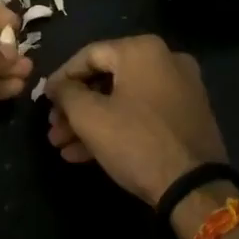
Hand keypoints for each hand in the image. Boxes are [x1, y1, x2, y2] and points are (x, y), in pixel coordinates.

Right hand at [43, 35, 226, 206]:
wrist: (194, 188)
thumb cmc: (136, 141)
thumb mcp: (89, 117)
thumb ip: (66, 93)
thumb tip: (58, 86)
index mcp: (142, 50)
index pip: (88, 55)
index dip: (61, 78)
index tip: (44, 100)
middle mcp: (166, 59)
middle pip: (106, 79)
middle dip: (75, 107)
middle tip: (54, 128)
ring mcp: (181, 88)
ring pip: (123, 99)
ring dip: (92, 121)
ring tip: (64, 146)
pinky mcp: (188, 115)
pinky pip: (143, 113)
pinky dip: (117, 126)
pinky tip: (87, 154)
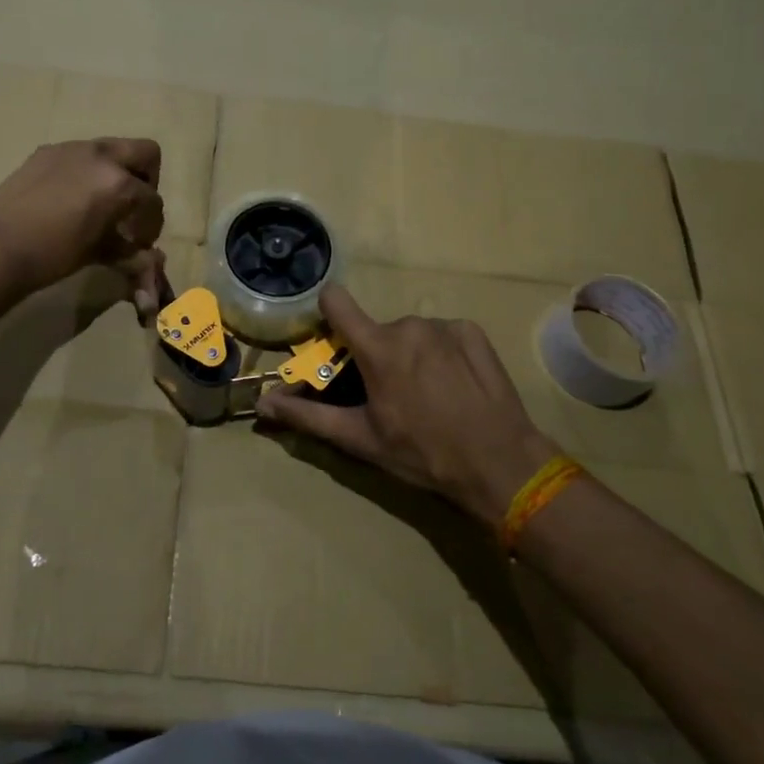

▸ EXERCISE REQUIREMENTS
What is needed is an exact copy of the lines from the one with "index pip: (88, 55)" through the end of the data above, both included, minus any pictures.

▸ RESPONSE FOR THIS EXERCISE
index pip: (88, 55)
index dip: (61, 78)
index tip: (44, 100)
middle mcp: (166, 59)
middle pip: (106, 79)
middle dip: (75, 107)
middle tip: (54, 128)
ring mcp: (181, 88)
ring pip: (123, 99)
ring dip: (92, 121)
ring tip: (64, 146)
pinky mcp: (188, 115)
pinky pip: (143, 113)
pinky dip: (117, 126)
pinky tip: (87, 154)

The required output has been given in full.